NOTE: The evaluation script here is the same that runs on the benchmark server. Therefore, it's highly encouraged to run the evaluation script before submitting the results (on the val set) to the benchmark server.
This table presents the Top-1 IoU and Top-3 IoU results for different models on validation and test sets.
Method | Top-1 IoU (Val) | Top-3 IoU (Val) | Top-1 IoU (Test) | Top-3 IoU (Test) | Checkpoint | Logs |
---|---|---|---|---|---|---|
PTV3 | 0.488 | 0.733 | 0.488 | 0.725 | TBA | Wandb |
CAC | 0.484 | 0.740 | 0.483 | 0.717 | TBA | Wandb |
OACNN | 0.476 | 0.762 | 0.470 | 0.726 | TBA | Wandb |
Octformer | 0.477 | 0.737 | 0.460 | 0.691 | TBA | Wandb |
SpUNet | 0.478 | 0.723 | 0.456 | 0.683 | TBA | Wandb |
PTV2 | 0.466 | 0.741 | 0.445 | 0.688 | TBA | Wandb |
Notes:
- All Model Checkpoints will be released soon.

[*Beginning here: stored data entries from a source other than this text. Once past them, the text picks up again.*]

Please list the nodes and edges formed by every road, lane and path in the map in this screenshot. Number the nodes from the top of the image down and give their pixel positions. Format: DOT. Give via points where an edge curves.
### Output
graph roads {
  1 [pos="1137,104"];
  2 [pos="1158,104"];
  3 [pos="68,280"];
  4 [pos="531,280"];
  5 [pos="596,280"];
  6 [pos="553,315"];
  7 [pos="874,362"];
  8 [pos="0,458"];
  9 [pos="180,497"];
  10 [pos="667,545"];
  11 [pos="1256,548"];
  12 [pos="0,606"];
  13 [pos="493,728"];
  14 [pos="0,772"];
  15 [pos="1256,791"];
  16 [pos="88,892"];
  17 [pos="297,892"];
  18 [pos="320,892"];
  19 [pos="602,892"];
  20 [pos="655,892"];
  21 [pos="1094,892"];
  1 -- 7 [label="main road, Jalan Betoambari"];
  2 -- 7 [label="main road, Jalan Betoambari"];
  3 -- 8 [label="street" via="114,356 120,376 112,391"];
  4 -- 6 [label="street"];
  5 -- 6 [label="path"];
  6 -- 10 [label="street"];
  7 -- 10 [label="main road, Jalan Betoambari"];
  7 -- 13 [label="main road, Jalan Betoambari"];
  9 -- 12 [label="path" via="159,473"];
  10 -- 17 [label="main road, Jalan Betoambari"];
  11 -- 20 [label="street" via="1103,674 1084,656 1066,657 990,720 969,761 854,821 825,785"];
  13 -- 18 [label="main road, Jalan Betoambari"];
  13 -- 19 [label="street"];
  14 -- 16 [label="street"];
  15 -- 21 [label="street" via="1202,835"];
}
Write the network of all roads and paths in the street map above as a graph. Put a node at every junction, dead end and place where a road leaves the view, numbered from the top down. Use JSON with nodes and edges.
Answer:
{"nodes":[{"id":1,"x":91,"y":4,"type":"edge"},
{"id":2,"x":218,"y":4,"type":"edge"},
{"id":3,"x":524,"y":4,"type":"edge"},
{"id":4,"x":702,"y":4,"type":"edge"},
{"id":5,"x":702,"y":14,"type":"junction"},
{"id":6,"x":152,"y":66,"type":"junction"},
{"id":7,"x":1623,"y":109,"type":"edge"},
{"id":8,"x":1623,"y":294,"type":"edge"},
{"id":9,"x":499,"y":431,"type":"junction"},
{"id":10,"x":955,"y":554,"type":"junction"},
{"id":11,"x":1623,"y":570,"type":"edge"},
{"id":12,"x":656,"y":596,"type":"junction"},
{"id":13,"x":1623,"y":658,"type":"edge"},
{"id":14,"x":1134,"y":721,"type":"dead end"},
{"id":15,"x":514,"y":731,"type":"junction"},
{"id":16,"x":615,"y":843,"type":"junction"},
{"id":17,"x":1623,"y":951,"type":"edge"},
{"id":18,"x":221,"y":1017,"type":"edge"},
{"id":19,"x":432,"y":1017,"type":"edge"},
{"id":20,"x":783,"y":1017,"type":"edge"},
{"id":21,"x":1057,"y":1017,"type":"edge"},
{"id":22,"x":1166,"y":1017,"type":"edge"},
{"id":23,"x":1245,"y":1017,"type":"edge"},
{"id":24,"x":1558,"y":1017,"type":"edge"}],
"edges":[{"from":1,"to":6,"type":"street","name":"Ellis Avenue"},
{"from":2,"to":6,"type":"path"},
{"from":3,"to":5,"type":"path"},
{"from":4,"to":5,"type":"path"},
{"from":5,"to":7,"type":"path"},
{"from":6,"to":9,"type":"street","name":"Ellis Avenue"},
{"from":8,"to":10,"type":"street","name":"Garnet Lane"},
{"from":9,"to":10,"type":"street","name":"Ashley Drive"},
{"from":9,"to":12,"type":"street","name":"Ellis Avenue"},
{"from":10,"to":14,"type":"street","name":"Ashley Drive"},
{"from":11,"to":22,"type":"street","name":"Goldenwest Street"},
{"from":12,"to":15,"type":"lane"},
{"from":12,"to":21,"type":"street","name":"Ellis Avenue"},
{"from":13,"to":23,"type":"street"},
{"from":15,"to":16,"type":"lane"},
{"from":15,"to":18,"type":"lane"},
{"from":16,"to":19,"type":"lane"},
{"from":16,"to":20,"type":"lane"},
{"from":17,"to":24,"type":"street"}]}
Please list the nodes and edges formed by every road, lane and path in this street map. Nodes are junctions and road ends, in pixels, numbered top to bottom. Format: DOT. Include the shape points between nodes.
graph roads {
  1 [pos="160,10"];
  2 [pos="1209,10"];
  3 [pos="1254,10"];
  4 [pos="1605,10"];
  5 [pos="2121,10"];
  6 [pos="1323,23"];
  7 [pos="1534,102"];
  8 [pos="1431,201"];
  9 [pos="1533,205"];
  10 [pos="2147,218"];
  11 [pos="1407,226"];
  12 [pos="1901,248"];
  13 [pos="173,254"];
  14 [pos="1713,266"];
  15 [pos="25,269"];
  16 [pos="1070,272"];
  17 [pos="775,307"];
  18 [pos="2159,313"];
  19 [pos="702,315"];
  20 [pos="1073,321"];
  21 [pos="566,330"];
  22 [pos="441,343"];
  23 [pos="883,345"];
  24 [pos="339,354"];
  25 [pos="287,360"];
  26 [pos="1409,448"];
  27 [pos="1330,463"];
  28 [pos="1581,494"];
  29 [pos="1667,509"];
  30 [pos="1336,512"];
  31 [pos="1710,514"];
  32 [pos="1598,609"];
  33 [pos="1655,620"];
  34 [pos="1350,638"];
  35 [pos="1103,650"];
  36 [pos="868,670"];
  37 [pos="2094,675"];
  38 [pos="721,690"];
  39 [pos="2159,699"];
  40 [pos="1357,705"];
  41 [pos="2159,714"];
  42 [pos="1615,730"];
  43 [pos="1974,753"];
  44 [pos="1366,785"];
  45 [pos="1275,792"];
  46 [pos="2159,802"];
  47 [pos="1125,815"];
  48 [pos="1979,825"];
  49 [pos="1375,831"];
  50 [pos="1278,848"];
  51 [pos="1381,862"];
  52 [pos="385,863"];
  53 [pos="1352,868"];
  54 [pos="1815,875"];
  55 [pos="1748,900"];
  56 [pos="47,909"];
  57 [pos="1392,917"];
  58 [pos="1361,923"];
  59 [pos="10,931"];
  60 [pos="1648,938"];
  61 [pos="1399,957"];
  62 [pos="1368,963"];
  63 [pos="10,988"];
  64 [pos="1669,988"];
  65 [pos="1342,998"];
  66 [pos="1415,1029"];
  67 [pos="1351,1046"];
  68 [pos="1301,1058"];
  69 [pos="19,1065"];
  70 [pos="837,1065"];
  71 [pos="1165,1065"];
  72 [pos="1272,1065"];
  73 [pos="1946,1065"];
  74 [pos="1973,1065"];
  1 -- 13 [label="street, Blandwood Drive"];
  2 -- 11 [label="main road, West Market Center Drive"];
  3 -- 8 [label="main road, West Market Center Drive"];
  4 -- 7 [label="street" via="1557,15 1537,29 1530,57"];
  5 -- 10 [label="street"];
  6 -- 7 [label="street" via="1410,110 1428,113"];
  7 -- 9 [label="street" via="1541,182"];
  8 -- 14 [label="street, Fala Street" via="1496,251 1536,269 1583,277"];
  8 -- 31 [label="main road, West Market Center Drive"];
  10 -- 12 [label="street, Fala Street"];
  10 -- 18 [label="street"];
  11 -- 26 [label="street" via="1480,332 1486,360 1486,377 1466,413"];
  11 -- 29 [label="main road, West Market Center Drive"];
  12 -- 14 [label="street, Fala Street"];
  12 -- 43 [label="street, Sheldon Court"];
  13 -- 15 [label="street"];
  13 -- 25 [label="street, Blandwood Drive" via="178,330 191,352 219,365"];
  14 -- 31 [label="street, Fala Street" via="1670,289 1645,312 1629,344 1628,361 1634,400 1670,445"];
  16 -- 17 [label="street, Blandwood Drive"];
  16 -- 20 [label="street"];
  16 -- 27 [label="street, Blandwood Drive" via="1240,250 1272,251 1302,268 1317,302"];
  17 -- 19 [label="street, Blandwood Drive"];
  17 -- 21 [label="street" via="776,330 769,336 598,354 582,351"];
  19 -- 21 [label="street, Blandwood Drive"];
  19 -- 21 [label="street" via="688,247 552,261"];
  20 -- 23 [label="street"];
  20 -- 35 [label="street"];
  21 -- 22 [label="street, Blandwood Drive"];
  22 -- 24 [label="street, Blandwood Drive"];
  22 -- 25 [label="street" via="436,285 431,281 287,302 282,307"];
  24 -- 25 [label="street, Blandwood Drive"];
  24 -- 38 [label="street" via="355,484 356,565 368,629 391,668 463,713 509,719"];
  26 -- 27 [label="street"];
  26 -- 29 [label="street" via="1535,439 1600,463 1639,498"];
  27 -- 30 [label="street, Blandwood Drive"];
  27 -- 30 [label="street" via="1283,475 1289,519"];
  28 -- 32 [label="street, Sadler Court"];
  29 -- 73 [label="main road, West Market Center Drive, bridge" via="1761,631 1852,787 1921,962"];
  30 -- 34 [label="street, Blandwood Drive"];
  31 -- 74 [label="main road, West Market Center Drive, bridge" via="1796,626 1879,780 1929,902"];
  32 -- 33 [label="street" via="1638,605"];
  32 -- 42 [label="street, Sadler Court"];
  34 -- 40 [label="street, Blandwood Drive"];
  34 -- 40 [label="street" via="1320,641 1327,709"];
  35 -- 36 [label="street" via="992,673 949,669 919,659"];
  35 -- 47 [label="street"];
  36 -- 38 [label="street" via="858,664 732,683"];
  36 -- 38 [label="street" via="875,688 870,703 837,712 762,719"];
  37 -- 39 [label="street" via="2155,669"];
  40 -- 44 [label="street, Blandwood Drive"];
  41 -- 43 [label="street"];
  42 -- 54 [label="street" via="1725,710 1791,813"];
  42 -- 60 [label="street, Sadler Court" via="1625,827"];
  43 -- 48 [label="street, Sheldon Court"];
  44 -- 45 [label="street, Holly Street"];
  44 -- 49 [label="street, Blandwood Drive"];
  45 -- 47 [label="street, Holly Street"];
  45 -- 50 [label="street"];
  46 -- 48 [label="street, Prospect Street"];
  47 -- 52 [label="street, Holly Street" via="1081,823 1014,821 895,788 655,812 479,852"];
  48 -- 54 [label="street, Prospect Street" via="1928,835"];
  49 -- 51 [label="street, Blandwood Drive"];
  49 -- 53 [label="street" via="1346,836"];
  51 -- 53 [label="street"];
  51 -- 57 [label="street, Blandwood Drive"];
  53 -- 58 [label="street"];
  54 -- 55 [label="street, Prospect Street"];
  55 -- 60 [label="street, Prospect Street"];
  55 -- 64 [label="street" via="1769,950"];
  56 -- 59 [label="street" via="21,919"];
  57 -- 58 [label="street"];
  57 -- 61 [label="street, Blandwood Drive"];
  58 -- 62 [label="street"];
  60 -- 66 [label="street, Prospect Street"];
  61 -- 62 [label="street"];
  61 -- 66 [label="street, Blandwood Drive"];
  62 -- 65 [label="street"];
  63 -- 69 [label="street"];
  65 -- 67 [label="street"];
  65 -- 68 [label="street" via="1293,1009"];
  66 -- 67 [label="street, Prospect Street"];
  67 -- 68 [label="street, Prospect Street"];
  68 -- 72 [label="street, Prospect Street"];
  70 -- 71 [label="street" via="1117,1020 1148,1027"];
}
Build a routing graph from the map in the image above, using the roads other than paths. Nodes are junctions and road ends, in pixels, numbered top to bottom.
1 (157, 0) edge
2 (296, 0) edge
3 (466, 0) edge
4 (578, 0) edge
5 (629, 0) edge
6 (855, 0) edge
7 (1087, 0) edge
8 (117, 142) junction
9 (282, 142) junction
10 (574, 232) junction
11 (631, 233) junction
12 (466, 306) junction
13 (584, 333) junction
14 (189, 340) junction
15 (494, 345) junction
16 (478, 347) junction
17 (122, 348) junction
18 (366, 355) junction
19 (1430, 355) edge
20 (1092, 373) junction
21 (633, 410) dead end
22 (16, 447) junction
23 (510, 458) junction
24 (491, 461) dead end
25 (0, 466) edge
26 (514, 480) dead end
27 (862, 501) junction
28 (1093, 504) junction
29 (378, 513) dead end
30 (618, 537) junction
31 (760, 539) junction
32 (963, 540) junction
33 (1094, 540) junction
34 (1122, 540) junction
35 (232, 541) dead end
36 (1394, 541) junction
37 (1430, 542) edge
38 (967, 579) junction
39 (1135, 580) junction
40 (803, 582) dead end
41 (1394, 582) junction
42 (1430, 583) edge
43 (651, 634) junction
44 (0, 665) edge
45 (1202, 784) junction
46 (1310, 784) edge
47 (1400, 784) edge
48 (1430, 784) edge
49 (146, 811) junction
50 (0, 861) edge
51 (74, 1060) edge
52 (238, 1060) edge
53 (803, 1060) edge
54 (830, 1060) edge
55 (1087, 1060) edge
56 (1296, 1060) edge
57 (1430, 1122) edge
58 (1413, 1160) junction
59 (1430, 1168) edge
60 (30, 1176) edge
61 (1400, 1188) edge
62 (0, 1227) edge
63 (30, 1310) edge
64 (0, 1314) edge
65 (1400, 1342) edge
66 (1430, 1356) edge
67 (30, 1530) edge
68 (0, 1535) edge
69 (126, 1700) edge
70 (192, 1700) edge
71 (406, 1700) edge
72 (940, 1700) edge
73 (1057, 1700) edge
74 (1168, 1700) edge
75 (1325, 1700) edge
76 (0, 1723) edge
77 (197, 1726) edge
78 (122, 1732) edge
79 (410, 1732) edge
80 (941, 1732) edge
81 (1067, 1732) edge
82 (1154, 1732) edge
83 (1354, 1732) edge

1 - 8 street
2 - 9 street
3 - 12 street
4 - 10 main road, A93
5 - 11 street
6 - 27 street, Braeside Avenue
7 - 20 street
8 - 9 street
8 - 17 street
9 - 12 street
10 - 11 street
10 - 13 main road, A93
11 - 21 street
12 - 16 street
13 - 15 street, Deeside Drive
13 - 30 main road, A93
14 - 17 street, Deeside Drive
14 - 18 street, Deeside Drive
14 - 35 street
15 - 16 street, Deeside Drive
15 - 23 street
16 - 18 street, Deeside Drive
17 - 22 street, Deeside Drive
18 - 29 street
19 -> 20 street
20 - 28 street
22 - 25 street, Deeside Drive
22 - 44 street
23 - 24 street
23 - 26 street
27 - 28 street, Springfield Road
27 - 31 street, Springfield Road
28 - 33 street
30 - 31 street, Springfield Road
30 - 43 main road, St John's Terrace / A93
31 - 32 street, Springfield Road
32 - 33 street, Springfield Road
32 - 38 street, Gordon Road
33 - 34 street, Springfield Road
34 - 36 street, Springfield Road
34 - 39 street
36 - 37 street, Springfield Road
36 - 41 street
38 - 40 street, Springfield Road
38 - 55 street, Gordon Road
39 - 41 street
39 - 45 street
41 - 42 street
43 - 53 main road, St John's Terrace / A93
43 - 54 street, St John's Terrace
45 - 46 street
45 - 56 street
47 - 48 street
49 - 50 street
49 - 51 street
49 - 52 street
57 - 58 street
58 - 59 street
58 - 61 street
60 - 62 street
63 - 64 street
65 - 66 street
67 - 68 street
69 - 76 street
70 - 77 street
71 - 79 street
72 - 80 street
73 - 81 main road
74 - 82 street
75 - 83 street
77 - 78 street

- Implementation code can be found on Pointcept.
- Configuration files can be found on Pointcept PR 412 (Now merged on the main branch!).
- A compiled report for all methods can be found on Wandb.
This table presents the AP50 results for different models on validation and test sets.
Method | AP50 (Val) | AP50 (Test) | Checkpoint | Logs |
---|---|---|---|---|
SGIFormer | 0.411 | 0.457 | TBA | Wandb |
SPFormer | 0.421 | 0.435 | TBA | Wandb |
OneFormer3D | 0.411 | 0.433 | TBA | Wandb |
SPFormer-Pretrained Scannet | 0.419 | 0.432 | TBA | Wandb |
PointGroup | 0.147 | 0.152 | TBA | Wandb |
Notes:
- All Model Checkpoints will be released soon.
- Implementation code and configuration code will be released soon (Now in open PRs on pointcept Pointcept.
- A compiled report for all methods can be found on Wandb.
- Logs containing the title
freq
mean that the metric is average over 500 training steps.
Please open a PR and we'll be happy to review it!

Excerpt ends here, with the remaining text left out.